STATE’S REFUSAL TO FUND SCHOOL CONSTRUCTION FORCES STUDENTS BACK TO COURT

Students enrolled in unsafe and dilapidated school buildings in New Jersey’s poor urban districts are again asking the State Supreme Court to step in and order the Commissioner of Education and the Schools Development Authority (SDA) to secure additional school construction funding from the Legislature by June 30, 2021.  

The request comes in a motion filed by the plaintiff students in the landmark Abbott v. Burke school funding litigation. The motion seeks to compel Governor Phil Murphy’s administration to comply with prior Abbott rulings mandating state funding of all needed building improvements in 31 of New Jersey’s most intensely segregated school districts. Education Law Center represents the Abbott students.

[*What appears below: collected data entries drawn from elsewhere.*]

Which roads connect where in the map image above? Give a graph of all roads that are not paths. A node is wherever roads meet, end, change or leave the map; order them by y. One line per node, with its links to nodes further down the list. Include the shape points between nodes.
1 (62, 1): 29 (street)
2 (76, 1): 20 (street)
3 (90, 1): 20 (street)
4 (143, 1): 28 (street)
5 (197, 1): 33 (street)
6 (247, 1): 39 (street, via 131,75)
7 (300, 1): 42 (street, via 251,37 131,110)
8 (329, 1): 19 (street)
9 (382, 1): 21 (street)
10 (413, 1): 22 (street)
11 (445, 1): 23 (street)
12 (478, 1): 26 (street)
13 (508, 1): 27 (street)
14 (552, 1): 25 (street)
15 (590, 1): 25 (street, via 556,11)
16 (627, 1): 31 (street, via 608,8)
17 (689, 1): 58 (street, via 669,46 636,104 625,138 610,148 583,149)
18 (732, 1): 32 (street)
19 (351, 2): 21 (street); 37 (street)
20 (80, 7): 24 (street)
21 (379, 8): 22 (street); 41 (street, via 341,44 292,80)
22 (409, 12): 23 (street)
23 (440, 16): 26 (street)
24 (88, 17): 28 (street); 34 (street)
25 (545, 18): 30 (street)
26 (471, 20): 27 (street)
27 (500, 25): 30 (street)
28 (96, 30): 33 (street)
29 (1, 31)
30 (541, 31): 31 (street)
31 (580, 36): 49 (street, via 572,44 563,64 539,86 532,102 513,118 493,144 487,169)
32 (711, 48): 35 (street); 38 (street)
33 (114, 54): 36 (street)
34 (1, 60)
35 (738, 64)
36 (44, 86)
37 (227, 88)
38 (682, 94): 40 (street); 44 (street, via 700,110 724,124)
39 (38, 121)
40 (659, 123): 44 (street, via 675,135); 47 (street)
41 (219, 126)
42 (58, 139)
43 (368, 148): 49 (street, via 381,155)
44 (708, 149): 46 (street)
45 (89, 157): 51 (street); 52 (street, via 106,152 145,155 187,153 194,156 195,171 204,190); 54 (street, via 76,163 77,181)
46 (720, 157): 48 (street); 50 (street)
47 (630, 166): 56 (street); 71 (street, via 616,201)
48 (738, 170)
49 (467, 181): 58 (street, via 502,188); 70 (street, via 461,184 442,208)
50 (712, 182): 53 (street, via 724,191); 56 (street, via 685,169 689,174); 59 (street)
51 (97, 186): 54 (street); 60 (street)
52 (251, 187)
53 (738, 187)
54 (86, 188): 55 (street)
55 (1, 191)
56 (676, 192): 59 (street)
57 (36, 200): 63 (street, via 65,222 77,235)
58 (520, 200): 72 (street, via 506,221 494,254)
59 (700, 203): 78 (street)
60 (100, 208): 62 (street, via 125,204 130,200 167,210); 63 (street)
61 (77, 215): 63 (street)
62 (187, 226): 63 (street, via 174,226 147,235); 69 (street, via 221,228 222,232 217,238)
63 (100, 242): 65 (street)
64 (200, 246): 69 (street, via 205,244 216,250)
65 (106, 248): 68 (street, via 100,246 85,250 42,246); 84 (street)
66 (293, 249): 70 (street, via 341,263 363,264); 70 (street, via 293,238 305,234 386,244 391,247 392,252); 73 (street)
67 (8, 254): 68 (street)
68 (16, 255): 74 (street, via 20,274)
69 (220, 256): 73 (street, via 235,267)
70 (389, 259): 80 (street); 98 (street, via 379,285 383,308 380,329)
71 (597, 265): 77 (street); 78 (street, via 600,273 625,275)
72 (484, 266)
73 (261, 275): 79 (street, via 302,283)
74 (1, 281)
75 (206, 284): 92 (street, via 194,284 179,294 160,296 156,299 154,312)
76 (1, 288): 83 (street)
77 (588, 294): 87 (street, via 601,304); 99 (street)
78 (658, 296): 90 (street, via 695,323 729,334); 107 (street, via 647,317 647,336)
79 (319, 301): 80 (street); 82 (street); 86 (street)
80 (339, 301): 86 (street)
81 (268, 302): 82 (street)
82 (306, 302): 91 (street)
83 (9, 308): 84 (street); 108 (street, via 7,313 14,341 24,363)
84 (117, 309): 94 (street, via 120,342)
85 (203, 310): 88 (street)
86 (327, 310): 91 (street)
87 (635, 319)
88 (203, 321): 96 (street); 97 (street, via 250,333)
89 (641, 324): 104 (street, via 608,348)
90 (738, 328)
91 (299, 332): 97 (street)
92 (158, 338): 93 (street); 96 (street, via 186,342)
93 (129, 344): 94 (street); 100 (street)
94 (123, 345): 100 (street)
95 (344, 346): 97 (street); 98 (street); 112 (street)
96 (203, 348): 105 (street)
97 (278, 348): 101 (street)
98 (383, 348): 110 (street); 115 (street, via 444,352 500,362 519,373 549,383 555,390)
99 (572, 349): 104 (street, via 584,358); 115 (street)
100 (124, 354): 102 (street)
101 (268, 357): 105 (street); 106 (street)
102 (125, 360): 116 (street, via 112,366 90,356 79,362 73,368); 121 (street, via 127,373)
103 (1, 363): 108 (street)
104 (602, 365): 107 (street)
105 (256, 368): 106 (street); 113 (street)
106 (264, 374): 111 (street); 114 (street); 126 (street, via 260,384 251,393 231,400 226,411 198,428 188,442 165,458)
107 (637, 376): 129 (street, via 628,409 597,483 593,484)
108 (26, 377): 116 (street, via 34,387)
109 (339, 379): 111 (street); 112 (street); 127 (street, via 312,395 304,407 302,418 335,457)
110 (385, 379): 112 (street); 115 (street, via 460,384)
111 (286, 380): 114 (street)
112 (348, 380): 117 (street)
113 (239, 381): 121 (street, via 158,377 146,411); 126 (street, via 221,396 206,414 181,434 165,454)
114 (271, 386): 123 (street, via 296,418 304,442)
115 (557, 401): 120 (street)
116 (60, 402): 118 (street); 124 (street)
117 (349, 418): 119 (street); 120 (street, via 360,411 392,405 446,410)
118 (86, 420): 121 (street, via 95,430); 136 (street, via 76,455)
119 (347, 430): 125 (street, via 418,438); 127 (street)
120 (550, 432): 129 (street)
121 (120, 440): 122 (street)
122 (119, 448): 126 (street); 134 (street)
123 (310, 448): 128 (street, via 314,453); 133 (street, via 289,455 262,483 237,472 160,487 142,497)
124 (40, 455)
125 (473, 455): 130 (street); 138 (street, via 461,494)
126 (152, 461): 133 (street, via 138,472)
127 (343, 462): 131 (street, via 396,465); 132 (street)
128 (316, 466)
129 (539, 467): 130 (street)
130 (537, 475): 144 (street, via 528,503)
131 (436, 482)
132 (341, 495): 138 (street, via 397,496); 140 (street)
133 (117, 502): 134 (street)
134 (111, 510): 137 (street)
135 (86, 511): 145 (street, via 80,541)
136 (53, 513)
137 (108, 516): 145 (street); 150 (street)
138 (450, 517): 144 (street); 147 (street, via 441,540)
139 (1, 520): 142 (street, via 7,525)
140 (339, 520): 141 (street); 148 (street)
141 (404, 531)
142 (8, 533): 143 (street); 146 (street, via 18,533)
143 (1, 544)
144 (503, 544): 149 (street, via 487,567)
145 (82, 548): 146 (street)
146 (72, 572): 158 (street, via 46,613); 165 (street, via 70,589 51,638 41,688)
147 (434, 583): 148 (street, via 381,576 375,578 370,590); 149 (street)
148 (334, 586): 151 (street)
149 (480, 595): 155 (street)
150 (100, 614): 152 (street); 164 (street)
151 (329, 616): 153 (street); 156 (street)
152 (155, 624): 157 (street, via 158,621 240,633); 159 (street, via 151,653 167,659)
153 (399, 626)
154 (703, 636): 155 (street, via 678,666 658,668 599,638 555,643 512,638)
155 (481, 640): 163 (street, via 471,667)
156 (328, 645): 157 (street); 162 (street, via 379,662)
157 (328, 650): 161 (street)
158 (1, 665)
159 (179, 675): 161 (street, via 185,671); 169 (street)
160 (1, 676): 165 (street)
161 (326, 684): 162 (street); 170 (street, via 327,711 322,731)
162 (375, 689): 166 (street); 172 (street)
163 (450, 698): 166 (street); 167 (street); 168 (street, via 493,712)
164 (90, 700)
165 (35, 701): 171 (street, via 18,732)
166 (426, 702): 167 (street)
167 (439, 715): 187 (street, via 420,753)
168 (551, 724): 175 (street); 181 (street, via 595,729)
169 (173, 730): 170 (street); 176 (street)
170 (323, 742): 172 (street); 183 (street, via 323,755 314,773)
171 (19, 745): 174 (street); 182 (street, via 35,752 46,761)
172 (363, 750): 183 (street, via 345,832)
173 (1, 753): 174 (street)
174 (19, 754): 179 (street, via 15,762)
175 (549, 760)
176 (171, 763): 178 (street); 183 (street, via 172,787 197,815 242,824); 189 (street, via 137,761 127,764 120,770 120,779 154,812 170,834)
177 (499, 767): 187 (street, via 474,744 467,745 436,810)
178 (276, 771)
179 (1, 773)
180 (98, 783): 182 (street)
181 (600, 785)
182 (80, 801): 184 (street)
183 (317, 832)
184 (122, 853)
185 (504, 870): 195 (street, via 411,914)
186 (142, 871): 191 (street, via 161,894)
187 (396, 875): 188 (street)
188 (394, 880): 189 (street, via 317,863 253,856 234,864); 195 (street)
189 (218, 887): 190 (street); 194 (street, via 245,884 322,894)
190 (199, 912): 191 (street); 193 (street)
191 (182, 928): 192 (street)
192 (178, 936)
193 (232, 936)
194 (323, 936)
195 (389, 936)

Last April, the Supreme Court dismissed a similar motion by the Abbott students as “premature.” The Court anticipated that Governor Murphy and the Legislature would authorize additional school construction funding in the “context of the Fiscal Year 2021 Budget,” which had yet to be enacted.

Despite the Court’s expectation of action, the FY21 State Budget did not contain any increase in construction funding. Governor Murphy did not propose additional funding for 24 school construction projects prioritized by the SDA in 2019, or for emergent health and safety projects, including ventilation, heating and cooling, and classroom overcrowding, to ensure buildings can safely reopen in the COVID-19 pandemic.  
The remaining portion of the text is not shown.